Construction of three-dimensional network using boron nitride microspheres and the thermal conductivity/stability of epoxy resin composites

Efficient heat dissipation has become the focus of electronic packaging materials, constructing three-dimensional thermally conductive filler networks to prepare composites can realize efficient heat transfer. However, there are few studies comparing the effects of different ways of constructing three-dimensional networks on the thermal conductivity enhancement of polymers. In this study, BNMS self-assembled from BNNSs was used as a thermally conductive filler, and the three-dimensional skeleton was constructed by both the powder mixing compression pressing method and the ice template method, and scanned to analyze the morphological and structural characteristics.

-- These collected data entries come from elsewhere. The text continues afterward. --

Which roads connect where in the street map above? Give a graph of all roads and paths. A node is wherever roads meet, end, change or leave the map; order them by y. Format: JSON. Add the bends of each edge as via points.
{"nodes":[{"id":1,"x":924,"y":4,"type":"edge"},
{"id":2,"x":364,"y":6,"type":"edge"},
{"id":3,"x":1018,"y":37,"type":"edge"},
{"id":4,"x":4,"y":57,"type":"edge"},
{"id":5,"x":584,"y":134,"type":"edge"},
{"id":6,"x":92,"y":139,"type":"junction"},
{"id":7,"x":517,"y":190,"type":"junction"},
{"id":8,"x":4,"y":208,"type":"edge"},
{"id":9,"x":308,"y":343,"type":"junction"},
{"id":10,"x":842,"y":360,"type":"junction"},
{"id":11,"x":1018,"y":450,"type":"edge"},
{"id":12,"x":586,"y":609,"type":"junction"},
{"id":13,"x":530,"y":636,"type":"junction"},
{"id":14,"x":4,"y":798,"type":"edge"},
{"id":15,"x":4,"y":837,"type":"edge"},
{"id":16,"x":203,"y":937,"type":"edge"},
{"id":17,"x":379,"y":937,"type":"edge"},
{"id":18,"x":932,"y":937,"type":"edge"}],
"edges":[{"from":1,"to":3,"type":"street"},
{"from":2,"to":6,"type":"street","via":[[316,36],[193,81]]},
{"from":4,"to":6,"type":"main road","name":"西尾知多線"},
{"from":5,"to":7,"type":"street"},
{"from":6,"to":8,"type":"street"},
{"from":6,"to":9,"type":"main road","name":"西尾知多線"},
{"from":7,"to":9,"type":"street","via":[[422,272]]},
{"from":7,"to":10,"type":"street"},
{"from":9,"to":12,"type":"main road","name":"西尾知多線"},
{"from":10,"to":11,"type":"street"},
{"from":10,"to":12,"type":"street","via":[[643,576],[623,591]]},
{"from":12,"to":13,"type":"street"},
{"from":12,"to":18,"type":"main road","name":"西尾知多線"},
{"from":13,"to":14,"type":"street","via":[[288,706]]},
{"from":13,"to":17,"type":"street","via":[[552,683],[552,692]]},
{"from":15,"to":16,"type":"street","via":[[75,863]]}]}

At the same time, the epoxy composites were prepared, and the advantages and disadvantages of the thermal conductivity of the composites prepared in different ways were analyzed by combining the SEM structures. In the powder hybrid compression pressing method, the in-plane and through-plane thermal conductivity of the epoxy composites with the BNMS additive amount of 53.92 wt% reached 10.961 W·m−1·K−1 and 9.955 W·m−1·K−1, respectively, which was increased by 58 and 52 times. The thermal stability has been improved significantly that the T60 was in creased by 60.89 °C compared to pure epoxy. Using the ice template method with 7.67 wt% of BNMS addition, the through-plane thermal conductivity of the epoxy composites reaches 0.977 W·m−1·K−1, which is an improvement of 428.1 % compared with pure EP. In addition, both composites maintain low dielectric constants and dielectric losses. It is instructive for the preparation method of subsequent construction of three-dimensional thermally conductive filler networks.